Dopo aver mangiato, Beniamino raccontò alla vecchia il motivo per cui aveva intrapreso quel lungo e faticoso viaggio.  La vecchia decise di aiutarlo e lo fece entrare in casa e, all'arrivo della figlia, lo nascose sotto il letto.  Dopo aver cercato di togliere alla figlia tutta la fame con un pranzo luculliano, la madre le raccontò la storia del giovane, pregandola di non fargli del male. Essendo sazia, Bora trattò Beniamino amichevolmente e gli disse che, girando il mondo come lei faceva, aveva avuto modo di vedere la corona che cercava sopra il letto della Fata Alcina, assieme a uno scialle e a una mela d'oro, sottratte a due Regine che erano prigioniere in un pozzo per un incantesimo. Gli spiegò anche dove era il palazzo della Fata Alcina e il pozzo delle due Regine e consegnò a Beniamino una bottiglia.

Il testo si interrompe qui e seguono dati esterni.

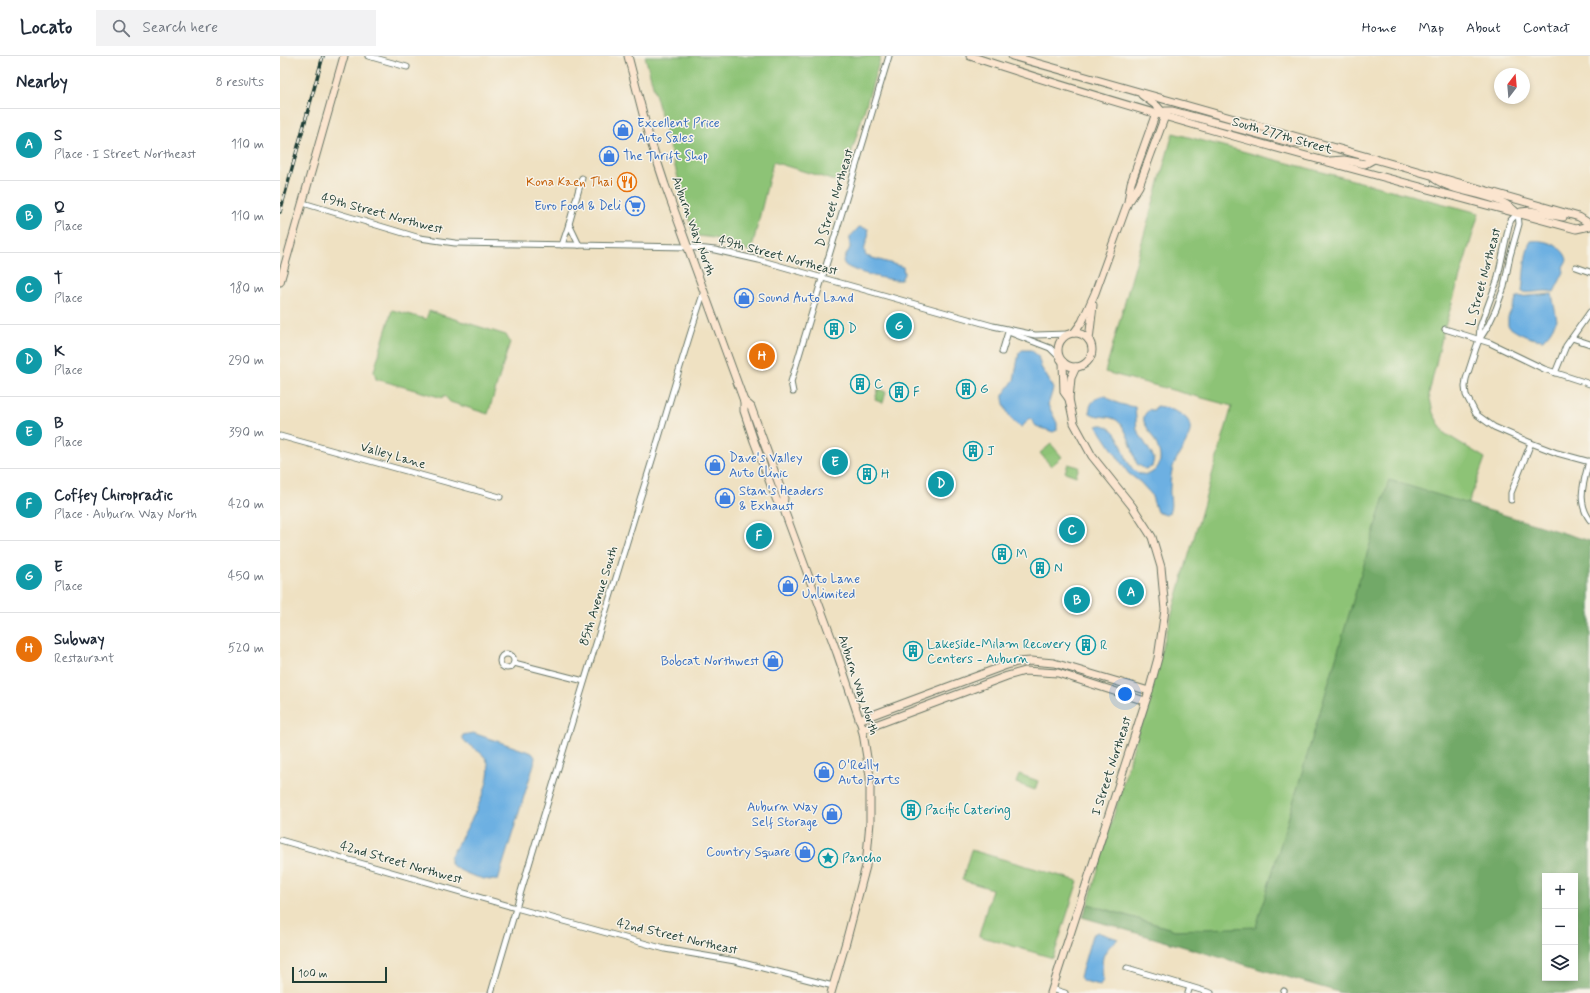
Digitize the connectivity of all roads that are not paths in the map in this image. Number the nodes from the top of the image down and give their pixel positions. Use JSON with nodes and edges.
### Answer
{"nodes":[{"id":1,"x":344,"y":56,"type":"edge"},
{"id":2,"x":368,"y":56,"type":"edge"},
{"id":3,"x":628,"y":56,"type":"edge"},
{"id":4,"x":889,"y":56,"type":"edge"},
{"id":5,"x":970,"y":56,"type":"edge"},
{"id":6,"x":1012,"y":56,"type":"edge"},
{"id":7,"x":406,"y":67,"type":"dead end"},
{"id":8,"x":1128,"y":88,"type":"junction"},
{"id":9,"x":1161,"y":114,"type":"junction"},
{"id":10,"x":1311,"y":141,"type":"junction"},
{"id":11,"x":1374,"y":159,"type":"junction"},
{"id":12,"x":1326,"y":161,"type":"junction"},
{"id":13,"x":1430,"y":175,"type":"junction"},
{"id":14,"x":582,"y":178,"type":"dead end"},
{"id":15,"x":303,"y":204,"type":"junction"},
{"id":16,"x":1518,"y":213,"type":"junction"},
{"id":17,"x":1579,"y":217,"type":"junction"},
{"id":18,"x":568,"y":224,"type":"junction"},
{"id":19,"x":1590,"y":225,"type":"edge"},
{"id":20,"x":455,"y":243,"type":"joint"},
{"id":21,"x":562,"y":245,"type":"junction"},
{"id":22,"x":579,"y":245,"type":"junction"},
{"id":23,"x":688,"y":247,"type":"junction"},
{"id":24,"x":1576,"y":267,"type":"dead end"},
{"id":25,"x":1590,"y":272,"type":"edge"},
{"id":26,"x":823,"y":278,"type":"junction"},
{"id":27,"x":280,"y":282,"type":"edge"},
{"id":28,"x":704,"y":291,"type":"junction"},
{"id":29,"x":1095,"y":293,"type":"junction"},
{"id":30,"x":1590,"y":312,"type":"edge"},
{"id":31,"x":993,"y":326,"type":"junction"},
{"id":32,"x":1445,"y":329,"type":"dead end"},
{"id":33,"x":1008,"y":332,"type":"junction"},
{"id":34,"x":1071,"y":333,"type":"junction"},
{"id":35,"x":1572,"y":338,"type":"junction"},
{"id":36,"x":1089,"y":340,"type":"junction"},
{"id":37,"x":1479,"y":340,"type":"junction"},
{"id":38,"x":1590,"y":344,"type":"edge"},
{"id":39,"x":1002,"y":352,"type":"dead end"},
{"id":40,"x":1062,"y":360,"type":"junction"},
{"id":41,"x":1076,"y":366,"type":"junction"},
{"id":42,"x":1555,"y":373,"type":"junction"},
{"id":43,"x":1590,"y":384,"type":"edge"},
{"id":44,"x":793,"y":392,"type":"dead end"},
{"id":45,"x":1069,"y":399,"type":"junction"},
{"id":46,"x":744,"y":401,"type":"junction"},
{"id":47,"x":280,"y":436,"type":"edge"},
{"id":48,"x":1531,"y":443,"type":"junction"},
{"id":49,"x":1589,"y":462,"type":"edge"},
{"id":50,"x":500,"y":497,"type":"dead end"},
{"id":51,"x":1511,"y":500,"type":"dead end"},
{"id":52,"x":784,"y":505,"type":"junction"},
{"id":53,"x":1590,"y":520,"type":"edge"},
{"id":54,"x":514,"y":663,"type":"dead end"},
{"id":55,"x":584,"y":681,"type":"junction"},
{"id":56,"x":1149,"y":691,"type":"junction"},
{"id":57,"x":1145,"y":701,"type":"junction"},
{"id":58,"x":859,"y":720,"type":"junction"},
{"id":59,"x":862,"y":730,"type":"junction"},
{"id":60,"x":280,"y":840,"type":"edge"},
{"id":61,"x":516,"y":908,"type":"junction"},
{"id":62,"x":1127,"y":968,"type":"dead end"},
{"id":63,"x":1190,"y":987,"type":"junction"},
{"id":64,"x":832,"y":989,"type":"edge"},
{"id":65,"x":1051,"y":991,"type":"edge"},
{"id":66,"x":491,"y":993,"type":"edge"},
{"id":67,"x":1065,"y":993,"type":"edge"},
{"id":68,"x":1188,"y":993,"type":"edge"},
{"id":69,"x":1211,"y":993,"type":"edge"}],
"edges":[{"from":1,"to":15,"type":"main road"},
{"from":2,"to":7,"type":"street"},
{"from":3,"to":23,"type":"main road","name":"Auburn Way North"},
{"from":4,"to":26,"type":"street","name":"D Street Northeast"},
{"from":5,"to":9,"type":"main road","name":"South 277th Street"},
{"from":6,"to":8,"type":"main road","name":"South 277th Street"},
{"from":8,"to":9,"type":"main road"},
{"from":8,"to":10,"type":"main road","name":"South 277th Street"},
{"from":9,"to":10,"type":"main road"},
{"from":9,"to":12,"type":"main road","name":"South 277th Street"},
{"from":9,"to":29,"type":"main road"},
{"from":10,"to":11,"type":"main road","name":"South 277th Street"},
{"from":11,"to":12,"type":"main road"},
{"from":11,"to":13,"type":"main road","name":"South 277th Street"},
{"from":12,"to":16,"type":"main road","name":"South 277th Street"},
{"from":13,"to":16,"type":"main road"},
{"from":13,"to":17,"type":"main road","name":"South 277th Street"},
{"from":14,"to":18,"type":"street"},
{"from":15,"to":20,"type":"street","name":"49th Street Northwest"},
{"from":15,"to":27,"type":"main road"},
{"from":16,"to":17,"type":"main road"},
{"from":16,"to":19,"type":"main road","name":"South 277th Street"},
{"from":16,"to":37,"type":"street","name":"L Street Northeast"},
{"from":16,"to":37,"type":"street","name":"L Street Northeast"},
{"from":17,"to":19,"type":"main road","name":"South 277th Street"},
{"from":18,"to":21,"type":"street"},
{"from":18,"to":22,"type":"street"},
{"from":20,"to":21,"type":"street","name":"49th Street Northeast"},
{"from":21,"to":22,"type":"street","name":"49th Street Northeast"},
{"from":22,"to":23,"type":"street","name":"49th Street Northeast"},
{"from":23,"to":26,"type":"street","name":"49th Street Northeast"},
{"from":23,"to":28,"type":"main road","name":"Auburn Way North"},
{"from":24,"to":25,"type":"street"},
{"from":26,"to":31,"type":"street","name":"49th Street Northeast"},
{"from":26,"to":44,"type":"street","name":"D Street Northeast"},
{"from":28,"to":46,"type":"main road","name":"Auburn Way North"},
{"from":28,"to":55,"type":"street","name":"85th Avenue South"},
{"from":29,"to":34,"type":"main road"},
{"from":29,"to":36,"type":"main road"},
{"from":30,"to":35,"type":"street"},
{"from":31,"to":33,"type":"street","name":"49th Street Northeast"},
{"from":31,"to":34,"type":"street","name":"49th Street Northeast"},
{"from":32,"to":37,"type":"street"},
{"from":33,"to":39,"type":"street"},
{"from":33,"to":40,"type":"street","name":"49th Street Northeast"},
{"from":34,"to":36,"type":"main road"},
{"from":34,"to":40,"type":"main road"},
{"from":35,"to":38,"type":"street"},
{"from":35,"to":42,"type":"street"},
{"from":36,"to":41,"type":"main road"},
{"from":37,"to":42,"type":"street"},
{"from":37,"to":48,"type":"street","name":"L Street Northeast"},
{"from":40,"to":41,"type":"main road"},
{"from":40,"to":45,"type":"main road","name":"I Street Northeast"},
{"from":41,"to":45,"type":"main road","name":"I Street Northeast"},
{"from":42,"to":43,"type":"street"},
{"from":45,"to":56,"type":"main road","name":"I Street Northeast"},
{"from":46,"to":52,"type":"main road","name":"Auburn Way North"},
{"from":46,"to":52,"type":"main road","name":"Auburn Way North"},
{"from":47,"to":50,"type":"street","name":"Valley Lane"},
{"from":48,"to":49,"type":"street"},
{"from":48,"to":51,"type":"street"},
{"from":49,"to":53,"type":"street"},
{"from":52,"to":58,"type":"main road","name":"Auburn Way North"},
{"from":54,"to":55,"type":"street"},
{"from":55,"to":61,"type":"street","name":"85th Avenue South"},
{"from":56,"to":57,"type":"main road","name":"I Street Northeast"},
{"from":56,"to":58,"type":"main road"},
{"from":57,"to":59,"type":"main road"},
{"from":57,"to":65,"type":"main road","name":"I Street Northeast"},
{"from":58,"to":59,"type":"main road","name":"Auburn Way North"},
{"from":59,"to":64,"type":"main road","name":"Auburn Way North"},
{"from":60,"to":61,"type":"street","name":"42nd Street Northwest"},
{"from":61,"to":64,"type":"street","name":"42nd Street Northeast"},
{"from":61,"to":66,"type":"street","name":"85th Avenue South"},
{"from":62,"to":63,"type":"street"},
{"from":63,"to":68,"type":"street"},
{"from":63,"to":69,"type":"street"},
{"from":65,"to":67,"type":"street"}]}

« Con questa potrai addormentare il guardiano ed entrare, ma troverai il giardiniere. »
« E con lui come faccio? »
« Non preoccuparti perché è mio padre, basta che tu gli presenti una lettera di raccomandazione firmata da me e da mia madre. » 
Beniamino si mise incammino ed eseguì le istruzioni ricevute. 
Il giardiniere lo avvisò che doveva superare ancora due mori, che avevano il compito di uccidere chiunque si avvicinasse, salvo il giardiniere. Servendosi di un mazzo di fiori che gli coprivano la faccia, Beniamino riuscì ad ingannare i due mori e in tal modo entrò nella stanza della Fata che stava dormendo. Prese la corona, lo scialle di stelle e la mela, ma restò incantato dalla bellezza della Fata. Stava per baciarla quando la mela d'oro si mise a suonare, così che fu costretto a scappare di corsa. Aveva corso proprio un bel rischio: chi baciava la Fata Alcina si trasformava immediatamente in una statua di marmo. Dopo aver ringraziato il giardiniere, Beniamino imboccò la strada del ritorno e dopo ore e ore di cammino si imbatté in un pozzo asciutto, ma così profondo che non riusciva a vederne la fine. 
Vicino al pozzo girava un' oca con delle ali così grandi che potevano reggere più di una persona. Sulle ali dell' oca Beniamino discese nel pozzo dove c'erano le due Regine. Riconsegnò loro lo scialle di stelle e la mela d' oro e così le liberò dalla prigione e dall'incantesimo. Sempre sulle ali dell' oca Beniamino con le due Regine tornò dal padre.
Nel rivedere la corona, il Re fece salti di gioia, dopo di che ordinò al figlio di inginocchiarsi. Gli pose la corona sul capo e gli disse: «E' tua e te la sei meritata».